Everaert J, Delafontaine A, Juanos Cabanas J, Leclercq G, Jennart H, Baillon B
Orthopedics and Traumatology Department, Erasme Hospital, Brussels, Belgium.
Laboratoire D'Anatomie Fonctionnelle, Faculté des Sciences de la Motricité, Université Libre de Bruxelles, Bruxelles, Belgium.
Front Surg. 2024 May 15;11:1370558. doi: 10.3389/fsurg.2024.1370558. eCollection 2024.
Forearm compartment syndrome (CS) in children is above all a clinical diagnosis whose main cause is traumatic.

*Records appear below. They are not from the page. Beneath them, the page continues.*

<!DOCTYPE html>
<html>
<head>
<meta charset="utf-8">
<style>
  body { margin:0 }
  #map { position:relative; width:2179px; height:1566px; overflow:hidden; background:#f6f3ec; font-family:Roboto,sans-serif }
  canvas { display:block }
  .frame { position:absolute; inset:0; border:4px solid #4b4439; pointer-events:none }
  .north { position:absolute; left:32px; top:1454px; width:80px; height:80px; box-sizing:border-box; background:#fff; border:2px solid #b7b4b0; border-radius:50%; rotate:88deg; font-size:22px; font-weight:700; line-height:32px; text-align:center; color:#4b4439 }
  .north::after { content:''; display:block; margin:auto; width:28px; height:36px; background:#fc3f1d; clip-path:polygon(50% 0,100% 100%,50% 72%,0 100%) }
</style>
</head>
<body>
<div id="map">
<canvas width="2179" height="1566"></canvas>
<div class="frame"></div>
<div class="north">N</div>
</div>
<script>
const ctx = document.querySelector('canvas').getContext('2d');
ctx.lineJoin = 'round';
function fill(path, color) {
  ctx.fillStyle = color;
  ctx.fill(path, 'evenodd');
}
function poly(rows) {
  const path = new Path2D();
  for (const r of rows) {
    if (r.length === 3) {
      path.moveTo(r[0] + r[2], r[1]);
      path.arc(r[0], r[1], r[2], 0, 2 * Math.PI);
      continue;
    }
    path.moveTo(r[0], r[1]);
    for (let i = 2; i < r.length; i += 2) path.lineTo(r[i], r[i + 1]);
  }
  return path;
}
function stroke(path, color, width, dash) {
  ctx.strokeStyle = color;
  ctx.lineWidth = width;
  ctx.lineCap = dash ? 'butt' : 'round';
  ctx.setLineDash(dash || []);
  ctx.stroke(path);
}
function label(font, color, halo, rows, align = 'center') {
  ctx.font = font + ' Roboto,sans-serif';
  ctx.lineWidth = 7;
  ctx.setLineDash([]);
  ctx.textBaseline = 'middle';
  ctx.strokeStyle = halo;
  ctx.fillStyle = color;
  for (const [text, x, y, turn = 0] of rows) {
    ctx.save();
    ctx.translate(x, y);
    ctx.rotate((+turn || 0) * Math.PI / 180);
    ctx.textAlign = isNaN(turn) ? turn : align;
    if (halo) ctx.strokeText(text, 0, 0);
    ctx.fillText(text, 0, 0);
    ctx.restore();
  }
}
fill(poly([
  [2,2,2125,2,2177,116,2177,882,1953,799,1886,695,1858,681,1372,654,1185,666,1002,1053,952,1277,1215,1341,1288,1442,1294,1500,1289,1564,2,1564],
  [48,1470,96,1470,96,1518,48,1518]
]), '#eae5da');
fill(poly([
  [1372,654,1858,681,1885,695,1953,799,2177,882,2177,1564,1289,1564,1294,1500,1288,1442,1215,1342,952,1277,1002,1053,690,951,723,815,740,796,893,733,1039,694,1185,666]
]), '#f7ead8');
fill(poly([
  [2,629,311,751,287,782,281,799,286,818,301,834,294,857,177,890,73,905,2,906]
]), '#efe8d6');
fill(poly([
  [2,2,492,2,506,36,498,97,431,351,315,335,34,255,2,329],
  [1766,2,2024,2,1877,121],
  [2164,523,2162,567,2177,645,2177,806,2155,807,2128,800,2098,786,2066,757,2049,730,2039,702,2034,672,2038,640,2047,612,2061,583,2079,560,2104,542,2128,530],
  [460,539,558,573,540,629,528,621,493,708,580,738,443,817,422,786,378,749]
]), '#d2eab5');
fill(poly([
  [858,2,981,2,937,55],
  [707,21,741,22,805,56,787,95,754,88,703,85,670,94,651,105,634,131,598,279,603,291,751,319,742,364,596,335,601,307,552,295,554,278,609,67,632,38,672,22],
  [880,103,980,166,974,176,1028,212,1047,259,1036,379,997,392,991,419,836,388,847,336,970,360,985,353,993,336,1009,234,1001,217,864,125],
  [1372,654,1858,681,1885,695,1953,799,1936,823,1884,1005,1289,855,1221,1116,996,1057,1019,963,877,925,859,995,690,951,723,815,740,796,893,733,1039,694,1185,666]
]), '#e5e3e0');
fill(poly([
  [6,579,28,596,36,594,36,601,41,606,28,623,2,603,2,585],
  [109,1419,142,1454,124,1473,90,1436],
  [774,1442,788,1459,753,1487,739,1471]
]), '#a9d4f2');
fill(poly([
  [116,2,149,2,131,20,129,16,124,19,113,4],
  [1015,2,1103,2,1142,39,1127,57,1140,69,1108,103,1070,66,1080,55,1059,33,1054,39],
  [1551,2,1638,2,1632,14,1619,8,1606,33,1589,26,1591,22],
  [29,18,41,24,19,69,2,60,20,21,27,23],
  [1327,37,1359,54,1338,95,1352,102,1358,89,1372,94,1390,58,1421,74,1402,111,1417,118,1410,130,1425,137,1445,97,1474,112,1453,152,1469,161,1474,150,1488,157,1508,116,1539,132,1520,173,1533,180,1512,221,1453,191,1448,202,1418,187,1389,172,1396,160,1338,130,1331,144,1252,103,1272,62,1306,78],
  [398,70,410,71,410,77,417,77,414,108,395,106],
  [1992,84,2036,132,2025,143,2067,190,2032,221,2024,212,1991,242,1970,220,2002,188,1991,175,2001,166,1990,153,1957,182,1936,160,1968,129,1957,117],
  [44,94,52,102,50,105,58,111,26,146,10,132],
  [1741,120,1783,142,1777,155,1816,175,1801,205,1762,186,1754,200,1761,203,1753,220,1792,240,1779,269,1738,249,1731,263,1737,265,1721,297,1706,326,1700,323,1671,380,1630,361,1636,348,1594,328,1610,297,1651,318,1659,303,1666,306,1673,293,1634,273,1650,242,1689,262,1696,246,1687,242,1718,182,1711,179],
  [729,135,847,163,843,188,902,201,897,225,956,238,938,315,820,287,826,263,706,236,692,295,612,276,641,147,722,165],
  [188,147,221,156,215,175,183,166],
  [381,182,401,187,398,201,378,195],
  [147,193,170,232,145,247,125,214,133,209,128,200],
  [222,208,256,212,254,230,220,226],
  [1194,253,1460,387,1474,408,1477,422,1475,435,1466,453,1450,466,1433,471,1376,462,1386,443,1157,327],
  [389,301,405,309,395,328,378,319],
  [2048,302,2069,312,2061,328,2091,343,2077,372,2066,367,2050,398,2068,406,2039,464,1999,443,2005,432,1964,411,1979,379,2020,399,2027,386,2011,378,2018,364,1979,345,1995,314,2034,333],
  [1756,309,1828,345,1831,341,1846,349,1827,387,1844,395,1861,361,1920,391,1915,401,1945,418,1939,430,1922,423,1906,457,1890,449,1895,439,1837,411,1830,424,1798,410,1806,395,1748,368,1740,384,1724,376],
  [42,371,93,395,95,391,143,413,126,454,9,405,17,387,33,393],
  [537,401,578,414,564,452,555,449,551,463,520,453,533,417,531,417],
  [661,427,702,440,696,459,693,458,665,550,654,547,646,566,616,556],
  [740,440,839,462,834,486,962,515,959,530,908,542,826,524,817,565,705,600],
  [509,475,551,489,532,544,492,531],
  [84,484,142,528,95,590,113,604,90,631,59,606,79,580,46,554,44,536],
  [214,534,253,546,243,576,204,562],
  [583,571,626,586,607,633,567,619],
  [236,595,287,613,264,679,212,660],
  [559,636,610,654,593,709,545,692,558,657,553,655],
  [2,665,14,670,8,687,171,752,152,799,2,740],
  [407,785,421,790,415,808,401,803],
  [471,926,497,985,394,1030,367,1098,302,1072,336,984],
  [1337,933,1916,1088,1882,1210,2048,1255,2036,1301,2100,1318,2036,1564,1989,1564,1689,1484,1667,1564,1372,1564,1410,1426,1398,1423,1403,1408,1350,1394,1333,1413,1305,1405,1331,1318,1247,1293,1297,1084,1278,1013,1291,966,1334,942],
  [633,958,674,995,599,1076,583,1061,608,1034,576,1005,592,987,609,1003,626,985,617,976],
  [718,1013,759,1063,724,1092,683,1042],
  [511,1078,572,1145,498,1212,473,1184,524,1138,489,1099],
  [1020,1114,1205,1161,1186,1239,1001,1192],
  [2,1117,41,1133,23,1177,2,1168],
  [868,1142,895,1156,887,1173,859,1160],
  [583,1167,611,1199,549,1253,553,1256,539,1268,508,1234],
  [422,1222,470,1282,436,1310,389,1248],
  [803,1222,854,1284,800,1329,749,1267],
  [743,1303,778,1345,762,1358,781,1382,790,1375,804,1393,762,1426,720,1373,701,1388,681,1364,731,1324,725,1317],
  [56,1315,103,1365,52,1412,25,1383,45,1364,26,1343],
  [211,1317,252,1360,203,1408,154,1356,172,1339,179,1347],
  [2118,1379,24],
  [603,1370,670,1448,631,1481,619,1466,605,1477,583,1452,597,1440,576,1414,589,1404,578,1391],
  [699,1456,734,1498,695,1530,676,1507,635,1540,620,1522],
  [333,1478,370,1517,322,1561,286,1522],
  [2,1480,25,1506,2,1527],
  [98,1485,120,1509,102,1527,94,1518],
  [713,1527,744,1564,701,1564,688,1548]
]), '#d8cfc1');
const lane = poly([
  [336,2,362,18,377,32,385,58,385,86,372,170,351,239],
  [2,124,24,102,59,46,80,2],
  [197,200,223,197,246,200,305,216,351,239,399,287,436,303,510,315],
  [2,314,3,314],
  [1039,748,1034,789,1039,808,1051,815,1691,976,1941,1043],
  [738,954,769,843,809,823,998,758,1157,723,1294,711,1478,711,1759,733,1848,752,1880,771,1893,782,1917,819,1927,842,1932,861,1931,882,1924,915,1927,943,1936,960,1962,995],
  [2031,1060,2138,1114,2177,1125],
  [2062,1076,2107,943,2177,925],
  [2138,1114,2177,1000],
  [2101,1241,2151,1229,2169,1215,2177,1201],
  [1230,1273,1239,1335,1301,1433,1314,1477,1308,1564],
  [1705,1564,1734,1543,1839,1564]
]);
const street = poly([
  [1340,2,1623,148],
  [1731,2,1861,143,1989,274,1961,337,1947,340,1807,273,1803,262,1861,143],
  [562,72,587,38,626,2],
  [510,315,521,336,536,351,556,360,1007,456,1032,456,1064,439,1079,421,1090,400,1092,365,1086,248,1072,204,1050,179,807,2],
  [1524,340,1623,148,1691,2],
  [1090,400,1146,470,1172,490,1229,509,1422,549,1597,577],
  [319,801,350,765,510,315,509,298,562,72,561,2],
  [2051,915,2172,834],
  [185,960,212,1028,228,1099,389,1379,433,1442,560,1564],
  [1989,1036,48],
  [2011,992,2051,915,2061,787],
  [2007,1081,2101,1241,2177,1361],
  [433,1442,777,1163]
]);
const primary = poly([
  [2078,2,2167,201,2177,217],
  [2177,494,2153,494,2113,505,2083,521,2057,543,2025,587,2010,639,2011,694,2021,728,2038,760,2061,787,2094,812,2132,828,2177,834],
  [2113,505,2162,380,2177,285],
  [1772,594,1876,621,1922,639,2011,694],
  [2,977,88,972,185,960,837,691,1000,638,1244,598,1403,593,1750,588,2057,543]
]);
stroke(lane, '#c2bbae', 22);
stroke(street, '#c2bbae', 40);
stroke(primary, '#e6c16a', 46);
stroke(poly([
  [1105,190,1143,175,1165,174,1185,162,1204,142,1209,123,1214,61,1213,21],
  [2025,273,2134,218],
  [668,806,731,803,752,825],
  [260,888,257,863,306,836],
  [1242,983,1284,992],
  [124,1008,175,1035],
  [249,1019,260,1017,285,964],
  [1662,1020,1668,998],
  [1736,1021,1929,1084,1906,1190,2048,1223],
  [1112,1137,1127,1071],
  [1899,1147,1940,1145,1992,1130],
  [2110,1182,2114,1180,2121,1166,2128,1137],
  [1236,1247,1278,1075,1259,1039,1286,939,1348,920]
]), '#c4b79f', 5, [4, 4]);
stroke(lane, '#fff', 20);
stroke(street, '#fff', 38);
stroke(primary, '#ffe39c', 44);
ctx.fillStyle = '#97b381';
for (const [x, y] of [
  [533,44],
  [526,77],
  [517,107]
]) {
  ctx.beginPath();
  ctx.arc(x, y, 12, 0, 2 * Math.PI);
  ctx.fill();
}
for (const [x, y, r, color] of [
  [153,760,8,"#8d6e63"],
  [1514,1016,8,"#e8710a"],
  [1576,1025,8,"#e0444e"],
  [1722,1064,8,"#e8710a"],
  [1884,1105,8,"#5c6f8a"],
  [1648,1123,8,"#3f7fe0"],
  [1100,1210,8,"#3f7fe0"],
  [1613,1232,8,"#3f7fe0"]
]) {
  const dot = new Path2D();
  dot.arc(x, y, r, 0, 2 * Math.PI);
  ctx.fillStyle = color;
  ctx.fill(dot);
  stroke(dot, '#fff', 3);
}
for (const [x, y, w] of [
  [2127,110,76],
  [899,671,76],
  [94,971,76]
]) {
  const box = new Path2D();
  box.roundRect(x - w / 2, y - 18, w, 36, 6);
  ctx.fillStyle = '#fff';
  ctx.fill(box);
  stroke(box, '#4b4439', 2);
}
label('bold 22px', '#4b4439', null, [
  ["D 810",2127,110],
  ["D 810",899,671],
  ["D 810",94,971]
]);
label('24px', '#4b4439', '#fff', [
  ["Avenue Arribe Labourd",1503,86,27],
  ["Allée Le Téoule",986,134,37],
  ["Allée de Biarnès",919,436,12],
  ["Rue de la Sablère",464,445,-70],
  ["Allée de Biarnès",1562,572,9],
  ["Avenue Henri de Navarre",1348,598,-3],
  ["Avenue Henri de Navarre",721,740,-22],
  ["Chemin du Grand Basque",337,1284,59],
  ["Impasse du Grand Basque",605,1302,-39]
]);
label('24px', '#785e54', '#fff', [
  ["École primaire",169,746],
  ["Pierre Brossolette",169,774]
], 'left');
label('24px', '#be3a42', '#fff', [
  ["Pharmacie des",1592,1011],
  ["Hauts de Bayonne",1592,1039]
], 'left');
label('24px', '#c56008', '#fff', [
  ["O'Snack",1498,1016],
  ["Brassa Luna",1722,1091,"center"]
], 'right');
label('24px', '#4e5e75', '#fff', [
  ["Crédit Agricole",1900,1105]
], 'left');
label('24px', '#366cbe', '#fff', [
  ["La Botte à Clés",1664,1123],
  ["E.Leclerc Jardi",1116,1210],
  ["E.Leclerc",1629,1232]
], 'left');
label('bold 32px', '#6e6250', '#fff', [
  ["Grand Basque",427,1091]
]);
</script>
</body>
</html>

However, rarer causes such as infection can alter its clinical presentation.
An 8-year-old boy has been seen in the emergency department complaining of severe forearm pain under a splint in a mild traumatic context. The previous radiological imaging examination three days before had not revealed any fractures. On admission, he presented with major signs of skin inflammation, loss of mobility, paresthesia and a significant biological inflammatory syndrome. The acute CS diagnosis has been made and was treated, but its atypical presentation raised a series of etiological hypotheses, in particular infectious, even if it remains rare. Complementary imaging examinations confirmed the presence of osteomyelitis of the distal radius as well as an occult Salter-Harris II fracture.
Beyond the classic "five P's of CS" -pain, paresthesia, paralysis, pallor and pulselessness-, CS's clinical presentations are multiple, especially in pediatric patients. In children, severe pain and increasing analgesic requirement must be indicators of a CS. We hypothesize that this patient sustained a nondisplaced Salter-Harris II fracture with a hematoma colonized by hematogenous osteomyelitis explaining its initial clinical presentation.
Hematogenous osteomyelitis complicated by CS is rare and may be accompanied by a traumatic history. It's atypical presentation in pediatric patients requires vigilance and prompt diagnosis given the disastrous and irreversible complications.
儿童前臂骨筋膜室综合征(CS)首先是一种临床诊断,其主要病因是创伤。然而,感染等较罕见的病因可能会改变其临床表现。
一名8岁男孩因轻度创伤后夹板固定下前臂剧痛被送至急诊科。三天前的放射影像学检查未发现任何骨折。入院时,他出现了皮肤炎症、活动受限、感觉异常等主要体征以及明显的生物学炎症综合征。急性CS诊断成立并接受了治疗,但其非典型表现引发了一系列病因假设,尤其是感染性病因,尽管这种情况仍然罕见。补充影像学检查证实存在桡骨远端骨髓炎以及隐匿性Salter-Harris II型骨折。
除了经典的CS“五P征”(疼痛、感觉异常、麻痹、苍白和无脉)外,CS的临床表现多种多样,尤其是在儿科患者中。在儿童中,严重疼痛和镇痛需求增加必须是CS的指标。我们推测该患者发生了无移位的Salter-Harris II型骨折,伴有血肿,血源性骨髓炎定植于血肿,这解释了其最初的临床表现。
血源性骨髓炎并发CS罕见,可能伴有创伤史。鉴于其灾难性和不可逆的并发症,其在儿科患者中的非典型表现需要警惕并及时诊断。